Let $n \ge 1$ be an integer. Now let $0 \le t_0 \le t$ and $\beta \neq 1$ be real numbers. Now, let $\vec{p} := (p_0,p_1,\cdots,p_n)$ be strictly positive integers. Also let $(x)_{(n)} := x(x-1)\cdot \dots \cdot (x-n+1)$ be the Pochhammer symbol and let $s(p,k)$ by the Stirling number of the first kind. By generalizing the approach from Yet another multivariable integral over a simplex I have shown that the following identity holds: \begin{eqnarray} &&{\mathcal I}^{(t,t_0)}_n\left(\beta\right) := \int\limits_{t \le \xi_{n-1} \le \cdots \le \xi_0 \le t_0} \prod\limits_{j=0}^n (\xi_{j-1}-\xi_j)_{(p_j)} \cdot \prod\limits_{j=0}^{n-1} \frac{d\xi_j}{\xi_j^{2 \beta p_{j+1}}} = (-1)^n\sum\limits_{k_0=1}^{p_0} \dots \sum\limits_{k_n=1}^{p_n}\\ && t_0^{K_0} \sum\limits_{m=0}^n \sum\limits_{l=0}^{k_{n-m}} t^{(K_n-K_{n-m})-2 \beta(P_n-P_{n-m}) + m + l} t_0^{(K_{n-m}-K_0)-2 \beta (P_{n-m}-P_0)+n-m-l} \cdot \\ && \prod\limits_{j=0}^n s(p_j,k_j) \cdot\frac{\binom{k_{n-m}}{l} (-1)^{l+k_{n-m}+K_n}}{ \prod\limits_{\stackrel{j=0}{j\neq n-m}}^n (k_j+1) \binom{l+j-(n-m)-(K_{n-m}-K_j)+2 \beta (P_{n-m}-P_j)}{k_j+1}} \end{eqnarray} Here $P_j := p_0+ \dots + p_j$ and $K_j := k_0 + \dots + k_j$ .

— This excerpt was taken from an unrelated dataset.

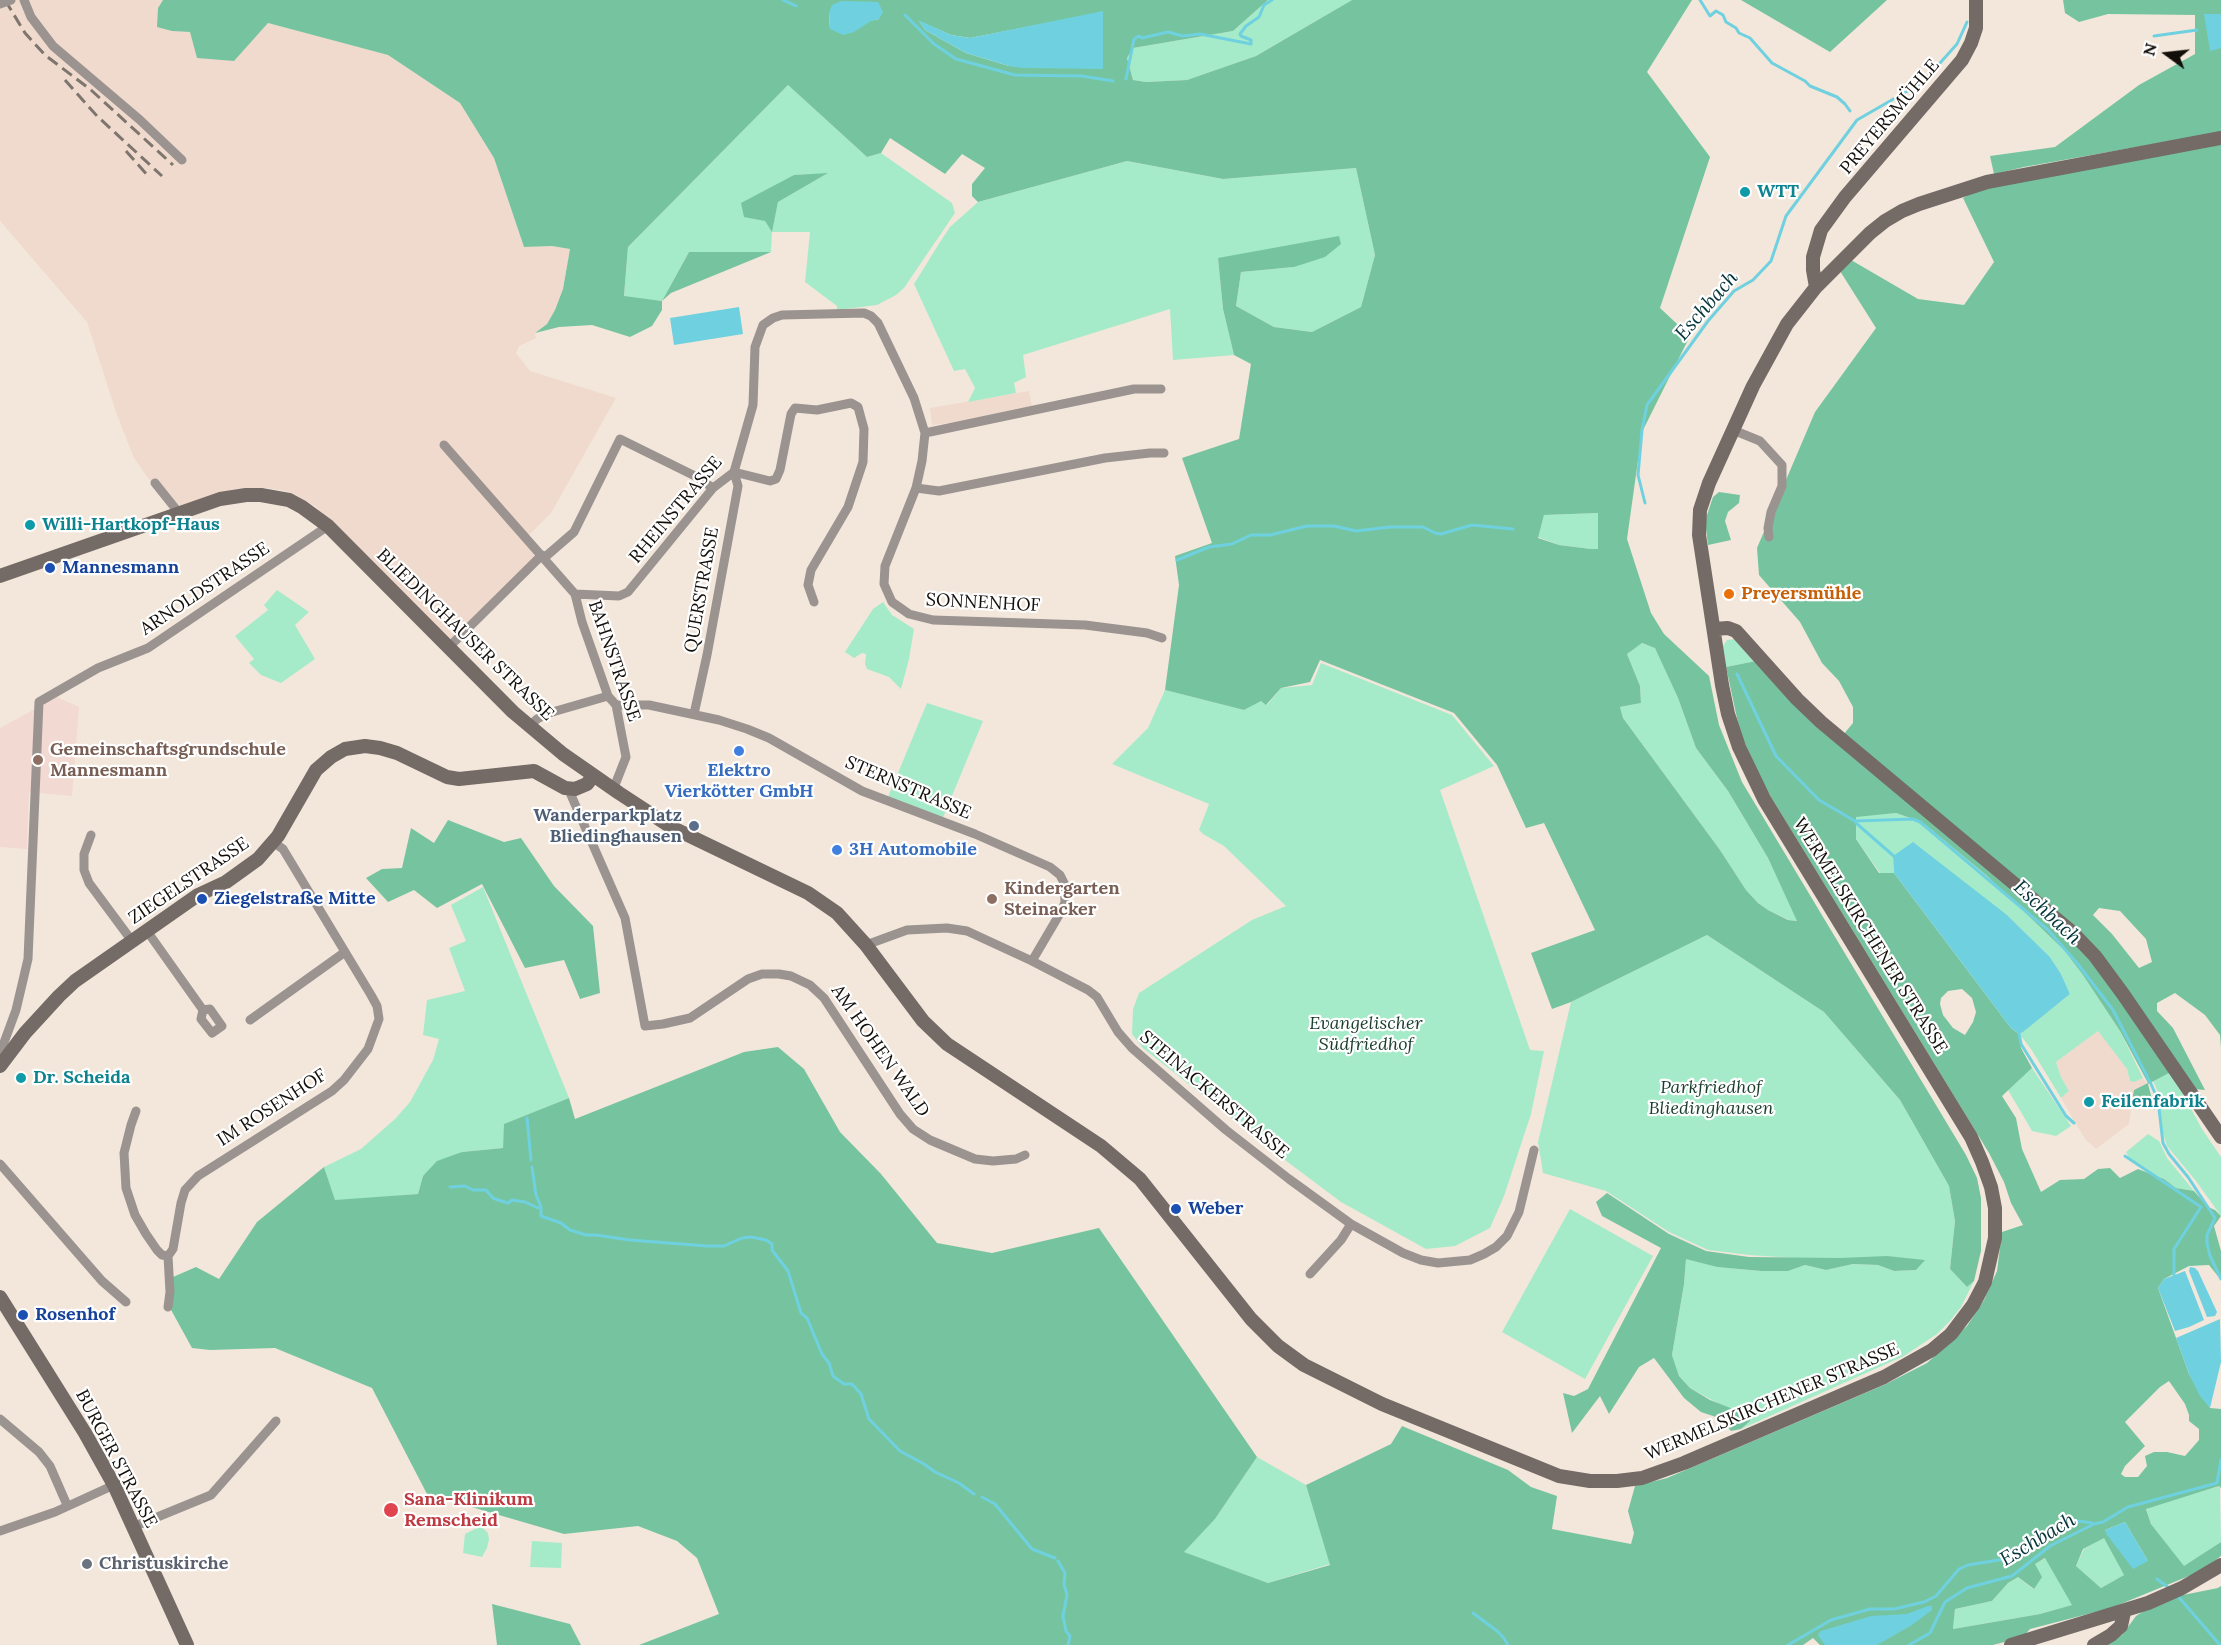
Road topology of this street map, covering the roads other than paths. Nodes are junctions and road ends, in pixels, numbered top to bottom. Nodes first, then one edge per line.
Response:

Note 1: In the sum on the right hand side let us take only the terms where $k_j=p_j$ for $j=0,\dots,n$. Since $s(p_j,p_j)=1$ we note that the right hand side equals to the quantity $J^{(t,t_0)}_{\vec{p},n}$ in Yet another multivariable integral over a simplex .

Note 2: Let $p_0=p_1= \dots = p_n = 1$ meaning that $\sum\limits_{j=0}^n p_j = n$. Then of course $k_0=\dots = k_n=1$ and since $s(p_j,k_j) = 1$ we note that the right hand side is equal to the quantity $I_n^{(t,t_0)}$ from Multivariable integral over a simplex as it should be. That quantity has a neat closed form.

Note 3: The number of terms on the right hand side reads $1/2 \left(\prod\limits_{j=0}^n p_j \right) \left[3(n+1)+ \sum\limits_{j=0}^n p_j\right]$.

Now my question is what happens if we sum up the right hand side over all possible sequences $\vec{p}$ subject to $\sum\limits_{j=0}^n p_j = n + q$ where $q$ is some strictly positive integer. Will the result be also given by some neat closed form expression ?